Collected data entries
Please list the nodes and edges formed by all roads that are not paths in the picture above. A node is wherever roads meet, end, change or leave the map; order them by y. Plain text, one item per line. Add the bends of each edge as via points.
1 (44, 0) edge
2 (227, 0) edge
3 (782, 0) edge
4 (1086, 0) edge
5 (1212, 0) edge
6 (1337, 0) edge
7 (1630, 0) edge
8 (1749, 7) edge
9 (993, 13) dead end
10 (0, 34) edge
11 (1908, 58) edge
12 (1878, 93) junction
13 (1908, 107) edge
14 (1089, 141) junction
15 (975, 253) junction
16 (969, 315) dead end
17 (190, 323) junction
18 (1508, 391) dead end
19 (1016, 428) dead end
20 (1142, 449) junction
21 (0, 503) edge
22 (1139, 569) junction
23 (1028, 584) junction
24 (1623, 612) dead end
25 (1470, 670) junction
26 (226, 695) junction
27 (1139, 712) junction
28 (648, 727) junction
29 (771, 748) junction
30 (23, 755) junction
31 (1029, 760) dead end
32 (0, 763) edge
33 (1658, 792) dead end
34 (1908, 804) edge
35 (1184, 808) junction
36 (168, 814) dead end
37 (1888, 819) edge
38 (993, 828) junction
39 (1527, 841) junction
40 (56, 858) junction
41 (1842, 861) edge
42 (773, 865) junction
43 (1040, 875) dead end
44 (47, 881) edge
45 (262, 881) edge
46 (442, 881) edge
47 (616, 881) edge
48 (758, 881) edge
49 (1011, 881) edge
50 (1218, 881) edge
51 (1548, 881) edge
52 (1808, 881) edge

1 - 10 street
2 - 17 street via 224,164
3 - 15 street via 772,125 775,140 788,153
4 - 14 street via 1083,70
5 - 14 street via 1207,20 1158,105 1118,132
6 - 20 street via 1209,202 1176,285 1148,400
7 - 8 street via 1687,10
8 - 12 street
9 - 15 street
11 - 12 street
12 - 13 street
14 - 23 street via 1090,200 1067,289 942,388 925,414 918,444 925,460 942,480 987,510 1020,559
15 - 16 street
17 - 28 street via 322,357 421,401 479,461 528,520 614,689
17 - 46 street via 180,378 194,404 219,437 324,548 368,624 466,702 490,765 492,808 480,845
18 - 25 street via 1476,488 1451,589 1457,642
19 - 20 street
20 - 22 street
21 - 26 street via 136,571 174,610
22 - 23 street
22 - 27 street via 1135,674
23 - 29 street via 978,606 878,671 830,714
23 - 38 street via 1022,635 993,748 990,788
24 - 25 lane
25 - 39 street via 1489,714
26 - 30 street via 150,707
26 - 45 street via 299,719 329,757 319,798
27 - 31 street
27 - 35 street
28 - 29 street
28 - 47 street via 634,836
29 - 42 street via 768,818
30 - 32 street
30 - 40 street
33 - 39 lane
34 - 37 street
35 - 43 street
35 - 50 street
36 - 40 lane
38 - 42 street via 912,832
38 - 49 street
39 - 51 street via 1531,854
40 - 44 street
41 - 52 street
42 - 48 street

■ Aim of the exercise
Down to the last character, restate every record.

■ Result of the task
Please list the nodes and edges formed by all roads that are not paths in the picture above. A node is wherever roads meet, end, change or leave the map; order them by y. Plain text, one item per line. Add the bends of each edge as via points.
1 (44, 0) edge
2 (227, 0) edge
3 (782, 0) edge
4 (1086, 0) edge
5 (1212, 0) edge
6 (1337, 0) edge
7 (1630, 0) edge
8 (1749, 7) edge
9 (993, 13) dead end
10 (0, 34) edge
11 (1908, 58) edge
12 (1878, 93) junction
13 (1908, 107) edge
14 (1089, 141) junction
15 (975, 253) junction
16 (969, 315) dead end
17 (190, 323) junction
18 (1508, 391) dead end
19 (1016, 428) dead end
20 (1142, 449) junction
21 (0, 503) edge
22 (1139, 569) junction
23 (1028, 584) junction
24 (1623, 612) dead end
25 (1470, 670) junction
26 (226, 695) junction
27 (1139, 712) junction
28 (648, 727) junction
29 (771, 748) junction
30 (23, 755) junction
31 (1029, 760) dead end
32 (0, 763) edge
33 (1658, 792) dead end
34 (1908, 804) edge
35 (1184, 808) junction
36 (168, 814) dead end
37 (1888, 819) edge
38 (993, 828) junction
39 (1527, 841) junction
40 (56, 858) junction
41 (1842, 861) edge
42 (773, 865) junction
43 (1040, 875) dead end
44 (47, 881) edge
45 (262, 881) edge
46 (442, 881) edge
47 (616, 881) edge
48 (758, 881) edge
49 (1011, 881) edge
50 (1218, 881) edge
51 (1548, 881) edge
52 (1808, 881) edge

1 - 10 street
2 - 17 street via 224,164
3 - 15 street via 772,125 775,140 788,153
4 - 14 street via 1083,70
5 - 14 street via 1207,20 1158,105 1118,132
6 - 20 street via 1209,202 1176,285 1148,400
7 - 8 street via 1687,10
8 - 12 street
9 - 15 street
11 - 12 street
12 - 13 street
14 - 23 street via 1090,200 1067,289 942,388 925,414 918,444 925,460 942,480 987,510 1020,559
15 - 16 street
17 - 28 street via 322,357 421,401 479,461 528,520 614,689
17 - 46 street via 180,378 194,404 219,437 324,548 368,624 466,702 490,765 492,808 480,845
18 - 25 street via 1476,488 1451,589 1457,642
19 - 20 street
20 - 22 street
21 - 26 street via 136,571 174,610
22 - 23 street
22 - 27 street via 1135,674
23 - 29 street via 978,606 878,671 830,714
23 - 38 street via 1022,635 993,748 990,788
24 - 25 lane
25 - 39 street via 1489,714
26 - 30 street via 150,707
26 - 45 street via 299,719 329,757 319,798
27 - 31 street
27 - 35 street
28 - 29 street
28 - 47 street via 634,836
29 - 42 street via 768,818
30 - 32 street
30 - 40 street
33 - 39 lane
34 - 37 street
35 - 43 street
35 - 50 street
36 - 40 lane
38 - 42 street via 912,832
38 - 49 street
39 - 51 street via 1531,854
40 - 44 street
41 - 52 street
42 - 48 street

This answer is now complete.